B-Trees are most often used for database indexes on hard disk, but they have advantages even as an in-memory data structure, given the modern memory heirarchy with multiple layers of cache and with virtual memory. Even if virtual memory is on an SSD, that won't change.
I use an in-memory B+-style multiway tree library that I wrote quite a lot in C++. It can have performance advantages - the reason it was originally written was to try to use cache better - but I have to admit it often doesn't work that way. The problem is the trade-off which means items have to move around within nodes on inserts and deletes, which doesn't happen for binary trees. Also, some of the low-level coding hacks I used to optimise it - well, they probably confuse and defeat the optimiser, truth told.

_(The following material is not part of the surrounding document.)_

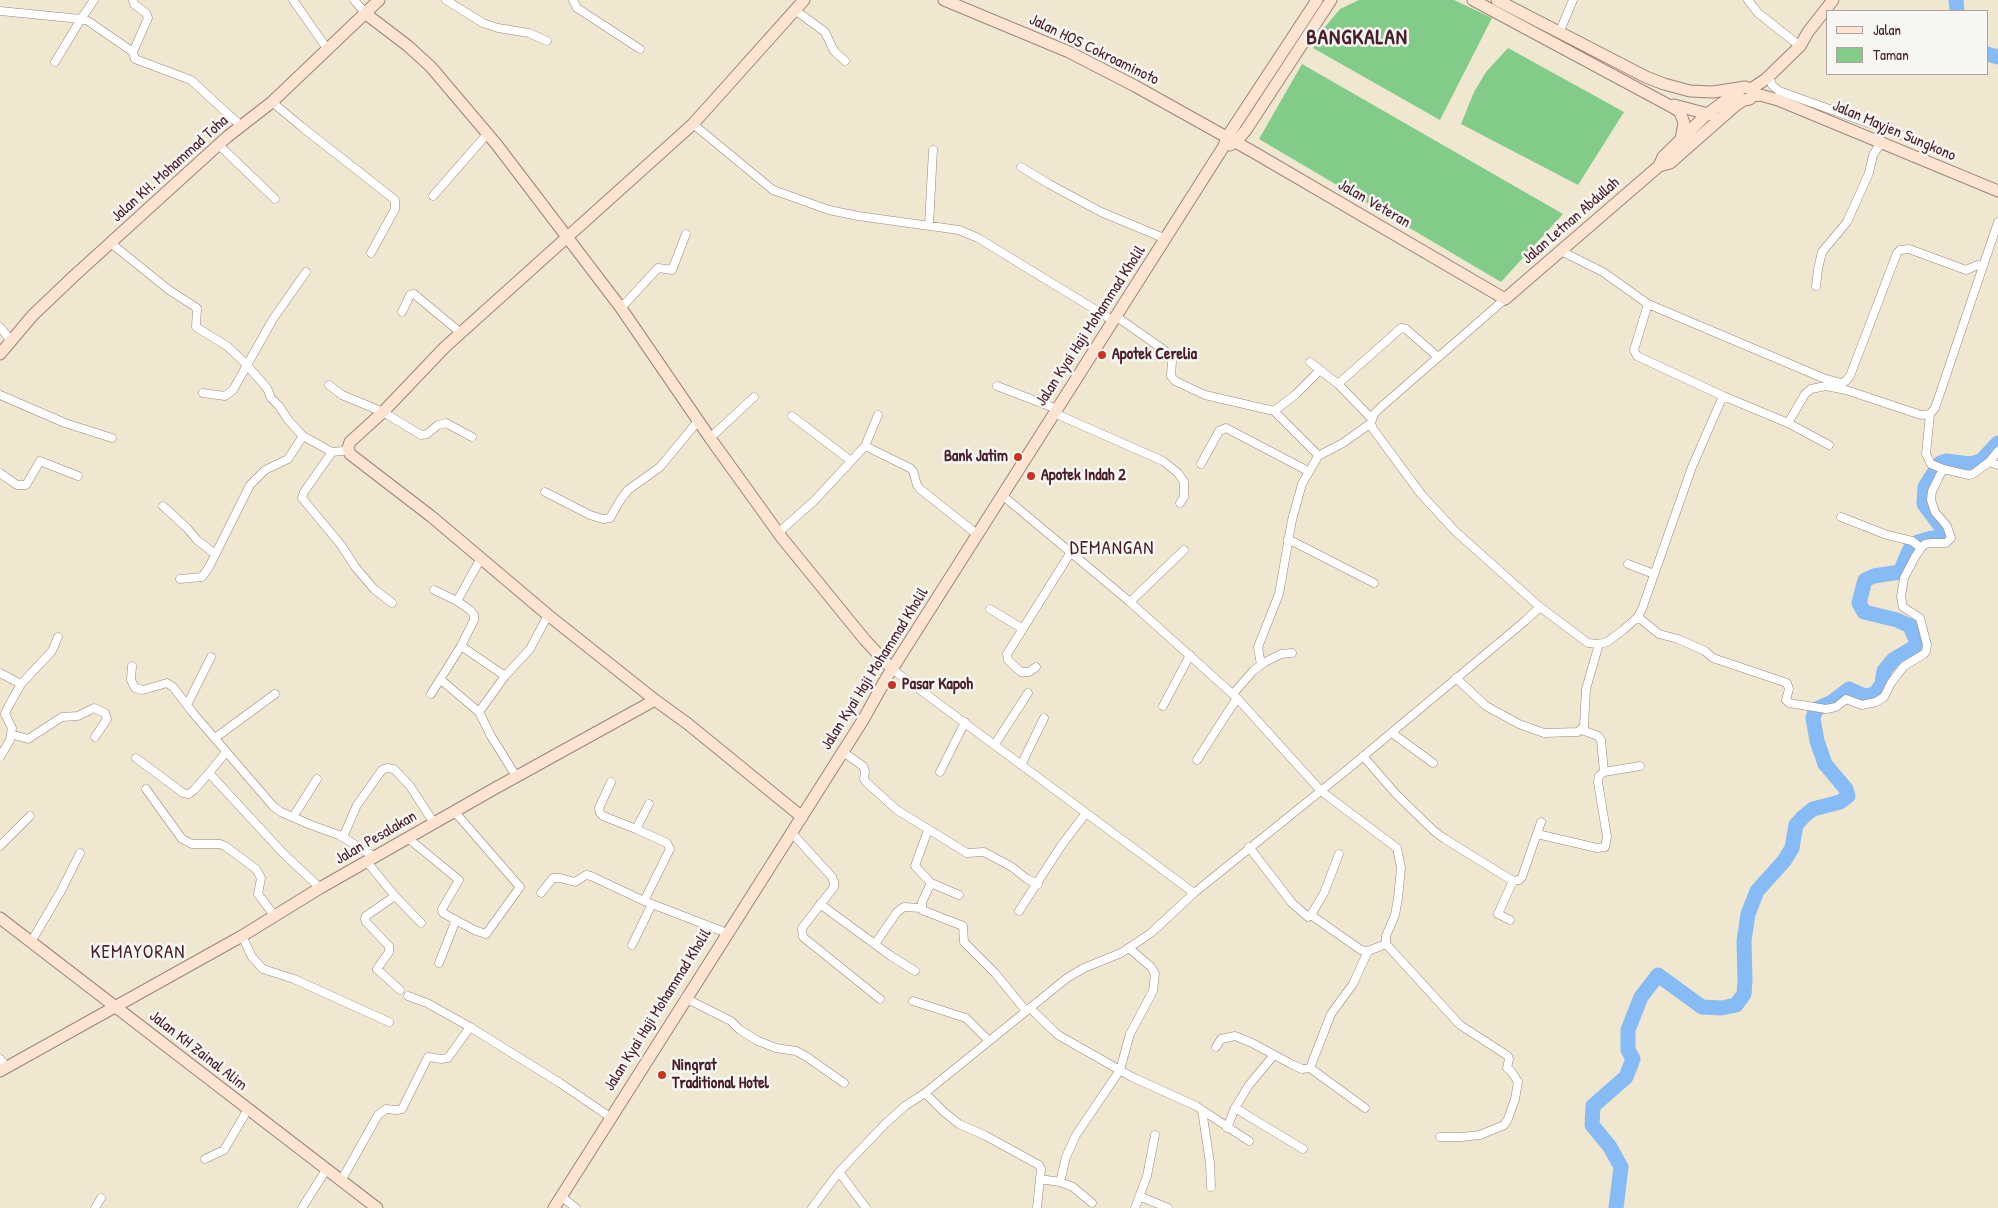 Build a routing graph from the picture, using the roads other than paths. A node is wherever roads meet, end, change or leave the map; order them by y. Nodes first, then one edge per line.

Anyway, even if your databases are stored on an SSD, that's still a block-oriented storage device, and there's still an advantage to using B-Trees and other multiway trees.
BUT about ten years ago, cache-oblivious algorithms and data structures were invented. These are oblivious to the size and structure of caches etc - they make (asymptotically) the best possible use of any memory heirarchy. B-Trees need to be "tuned" to a particular memory heirarchy to make the best use (though they work fairly well for quite a wide range of variation).
Cache oblivious data structures aren't often seen in the wild yet, if at all, but it time they may well make the usual in-memory binary trees obsolete. And they may also prove worthwhile for hard disks and SSDs as well, since they don't care what the cluster-size or hard-disk cache page size is.
Van Emde Boas layout is very important in cache-oblivious data structures.
The MIT OpenCourseware algorithms course includes some coverage of cache oblivious data structures.